Most of the political talk these days is about the late, 518-page federal budget, so it’s no surprise that Provencher MP Ted Falk used his column this week to extol its virtues. Those virtues are real, but they cover a multitude of failures and omissions. A budget is where a government really shows its priorities, and it’s clear that the Conservative government’s top priority this year is votes.
There’s plenty of analysis on the budget already, so I just want to briefly talk about a few key points.
1. What’s Missing.
Conservative Environment Minister Leona Aglukkaq said that no federal budget has ever done more for the environment than this one. That’s very odd, since the budget doesn’t mention climate change once, and gives only token mentions to carbon emissions and environmental protection. Meanwhile, it has over 100 mentions of oil resources and mining. Keep in mind that this is a budget bill – it’s not talking about regulating resource extraction industries, it’s talking about helping to get Canadian natural resources to outside markets. That means subsidies and spending public money to prop up industries that are already obscenely wealthy and incredibly environmentally destructive. Ted Falk says that over all this budget is very good for Manitobans, citing tax cuts and family programs; he fails to mention that Manitoban tax dollars are being used to subsidize private companies to help them get Albertan resources to China.

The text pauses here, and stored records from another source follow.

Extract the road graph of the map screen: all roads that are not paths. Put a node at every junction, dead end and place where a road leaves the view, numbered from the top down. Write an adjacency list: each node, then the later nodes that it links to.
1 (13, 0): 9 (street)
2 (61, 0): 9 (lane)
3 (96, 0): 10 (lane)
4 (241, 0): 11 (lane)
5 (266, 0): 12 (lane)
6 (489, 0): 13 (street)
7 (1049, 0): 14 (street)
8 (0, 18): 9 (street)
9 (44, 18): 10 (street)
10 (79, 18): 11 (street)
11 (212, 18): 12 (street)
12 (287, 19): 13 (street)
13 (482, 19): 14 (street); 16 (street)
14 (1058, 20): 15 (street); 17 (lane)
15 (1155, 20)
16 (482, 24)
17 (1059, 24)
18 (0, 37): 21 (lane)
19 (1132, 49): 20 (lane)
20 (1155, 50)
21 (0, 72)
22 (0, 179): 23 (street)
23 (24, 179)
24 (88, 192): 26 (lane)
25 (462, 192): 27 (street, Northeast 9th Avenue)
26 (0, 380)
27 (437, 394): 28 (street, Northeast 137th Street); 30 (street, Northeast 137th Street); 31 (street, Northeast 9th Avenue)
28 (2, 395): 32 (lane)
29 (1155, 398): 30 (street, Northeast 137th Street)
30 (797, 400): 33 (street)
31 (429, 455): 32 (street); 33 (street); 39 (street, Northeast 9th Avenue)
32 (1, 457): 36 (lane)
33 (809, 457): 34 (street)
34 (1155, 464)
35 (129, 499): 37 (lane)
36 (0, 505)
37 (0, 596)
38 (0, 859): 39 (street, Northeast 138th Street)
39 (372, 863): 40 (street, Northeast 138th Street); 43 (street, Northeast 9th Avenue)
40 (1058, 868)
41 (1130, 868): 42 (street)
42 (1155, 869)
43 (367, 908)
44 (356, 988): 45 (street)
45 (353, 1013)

There’s also no mention of inequality in the budget, even though we know that inequality hurts the economy. In spite of all of the talk of a balanced budget, the tax cuts and expanded programs favour the rich. That doesn’t sound balanced to me.
I’m not surprised by these omissions, they’re perfectly in line with the Conservative ideology. This government doesn’t believe in climate change, and dismisses the social sciences except for their own brand of neo-liberal economics. This budget just puts our money where their mouth is.
2. Budget Priorities.
Ted Falk offers a list of reasons why he thinks this budget is great for the people of Provencher. It includes benefits for: families, seniors, industry, and the military. The measures he outlines include tax cuts, tax avoidance programs, offering more loans to students, and handouts to parents and industry. The things Ted mentioned are representative of the budget in general, which panders to specific groups to fulfill promises made in the last election. Yes, that’s right – the Harper Government waited until an election year to fulfill their promises from the last election, and now they’re bragging about it. The long-awaited promises play to their support base, with programs aimed at families and seniors (who have high voter turnout) and very little aimed at youth (who have low voter turnout).
But the biggest “fulfillment” in this budget, they say, is that it’s balanced. Sadly, this isn’t true.
3. Bogusly-balanced Budget.
A pet peeve of mine is that the government uses its own websites for PR purposes, and the budget website is no different even though it doesn’t use the phrase “Conservative Government”. Here’s an example from the top of the page:
The Government is fulfilling its promise to balance the budget in 2015, pursuant to its long-standing commitment to responsible fiscal management. Economic Action Plan 2015 will see the budget balanced and Canadians can rest assured that Canada’s fiscal house is in order.
This government inherited a surplus, and turned it into a massive deficit before the 2008 global financial crisis. Since then they’ve run our national debt to record highs, but continue to claim that our “fiscal house is in order” because they finally managed a balanced budget. The reality is, this budget is not balanced.
There’s technically a $1.4 billion dollar surplus on this budget, but that’s only after you include the proceeds from the sale of General Motors stock, the Canadian Wheat Board (which was sold to a Saudi Arabian company), and other assets, as well as reducing our national emergency fund from $3 billion to $1 billion. Selling off assets makes us poorer in the long-term.
Time for an alternative.
The Conservatives have been claiming for years that they’re the best with our money, and we’ve bought that line too many times. The type of economics they use is the same type that led to the 2008 global financial crisis: it drives inequality and short-term thinking by emphasizing quarterly profits, and undermines the long-term health and economy of Canada by pushing raw resources to foreign markets. This type of economics is relatively recent, and only popular in Canada and the US, but it has a huge impact on the global marketplace. There are other types of economic thinking that emphasize full employment, sustainable development, and long-term strategic planning instead of quarterly profits.
The Green Party of Canada began as The Small Party, a party that started based on economic principles that lead to us having enough, forever. That emphasis on sound economics hasn’t changed. When I asked Green Party leader Elizabeth May what I should be reading this year, she said without hesitation, “economics.” We take this very seriously, which is why we’re always the first to get our policies vetted by the Parliamentary Budget Officer. You can see the Green plan for the economy in the first section of Vision Green, and I’d love to hear from you about how the Green Party and I can serve you better.
So Provencher, don’t buy the line that the Conservatives are best with your money. And don’t get sucked in by their hand-outs and their bogus “balanced” budget this year. We can do better.